Думал ли я об этом тогда? В последние годы жизни Сталина думал. Не с той, конечно, категоричностью в суждениях, наоборот, с внутренними искренними попытками понять его логику, объяснить его суждения той или иной политической необходимостью. Но мозги иногда лопались от этих по — своему честных стараний совместить несовместимое.

* * *

Моя следующая запись о Сталине датирована 16 марта 1953 года, то есть уже через какое‑то количество дней после его смерти. Через какое именно, если быть до конца честным, сказать затрудняюсь. Возможно, на этом лежит печать государственной тайны, допускаю, что Сталин умер сразу, а не боролся еще несколько дней за жизнь, находясь без сознания.
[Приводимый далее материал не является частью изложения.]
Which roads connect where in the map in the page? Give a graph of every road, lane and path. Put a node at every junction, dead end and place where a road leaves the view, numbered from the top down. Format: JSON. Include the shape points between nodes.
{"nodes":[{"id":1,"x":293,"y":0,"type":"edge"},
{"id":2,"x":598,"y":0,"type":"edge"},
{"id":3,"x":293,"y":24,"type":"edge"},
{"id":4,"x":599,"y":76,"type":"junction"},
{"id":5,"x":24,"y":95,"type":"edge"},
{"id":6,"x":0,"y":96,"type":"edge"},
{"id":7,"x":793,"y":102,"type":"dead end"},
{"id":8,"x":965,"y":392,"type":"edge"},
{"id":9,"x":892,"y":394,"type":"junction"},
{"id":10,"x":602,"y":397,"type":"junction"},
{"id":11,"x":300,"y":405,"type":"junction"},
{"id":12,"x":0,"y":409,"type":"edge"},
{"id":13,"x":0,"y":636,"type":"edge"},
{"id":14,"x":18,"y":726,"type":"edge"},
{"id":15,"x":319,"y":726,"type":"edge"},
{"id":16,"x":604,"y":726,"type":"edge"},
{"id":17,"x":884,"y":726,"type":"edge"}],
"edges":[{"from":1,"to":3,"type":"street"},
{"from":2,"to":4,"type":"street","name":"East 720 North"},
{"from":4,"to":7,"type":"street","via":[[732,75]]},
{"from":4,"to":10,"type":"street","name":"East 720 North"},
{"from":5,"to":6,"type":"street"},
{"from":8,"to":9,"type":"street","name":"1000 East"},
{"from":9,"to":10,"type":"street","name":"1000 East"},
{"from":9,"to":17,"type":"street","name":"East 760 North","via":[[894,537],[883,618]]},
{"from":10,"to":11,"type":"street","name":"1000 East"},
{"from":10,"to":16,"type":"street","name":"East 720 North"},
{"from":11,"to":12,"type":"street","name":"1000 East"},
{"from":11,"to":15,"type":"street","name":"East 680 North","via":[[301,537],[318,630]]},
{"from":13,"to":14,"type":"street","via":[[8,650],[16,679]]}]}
Бюллетени с первого же дня рисовали картину с медицинской точки зрения безнадежную. Могу допустить, что было признано необходимым растянуть на несколько дней в сознании большинства людей потрясающую новость, что Сталина нет. Допускаю, что нас приучали несколько дней к тому, что его вот — вот не будет. Может быть, я не прав и все было именно так, как писалось в бюллетенях, но мысль о том, что могло быть и так, как я сейчас думаю, из головы не выходит. Не до конца уверен и в том, как именно умер Сталин. Действительно ли его хватил удар в том одиночестве, на которое он себя обрек, и лишь через несколько часов обнаружили его лежащим на полу без сознания? Или его конец своими руками ускорил Берия?

Это можно допустить по нескольким причинам сразу.

Последнее полугодие своей жизни, в частности в связи с так называемым «Мингрельским делом», Сталин заметно отодвинул Берию от себя, хотя и сделал это, видимо, непоследовательно, не до конца, может быть, преувеличивая в тот момент свои возможности, часть которых была уже блокирована Берией. В этой ситуации Берия, конечно, был заинтересован в скорейшем конце Сталина.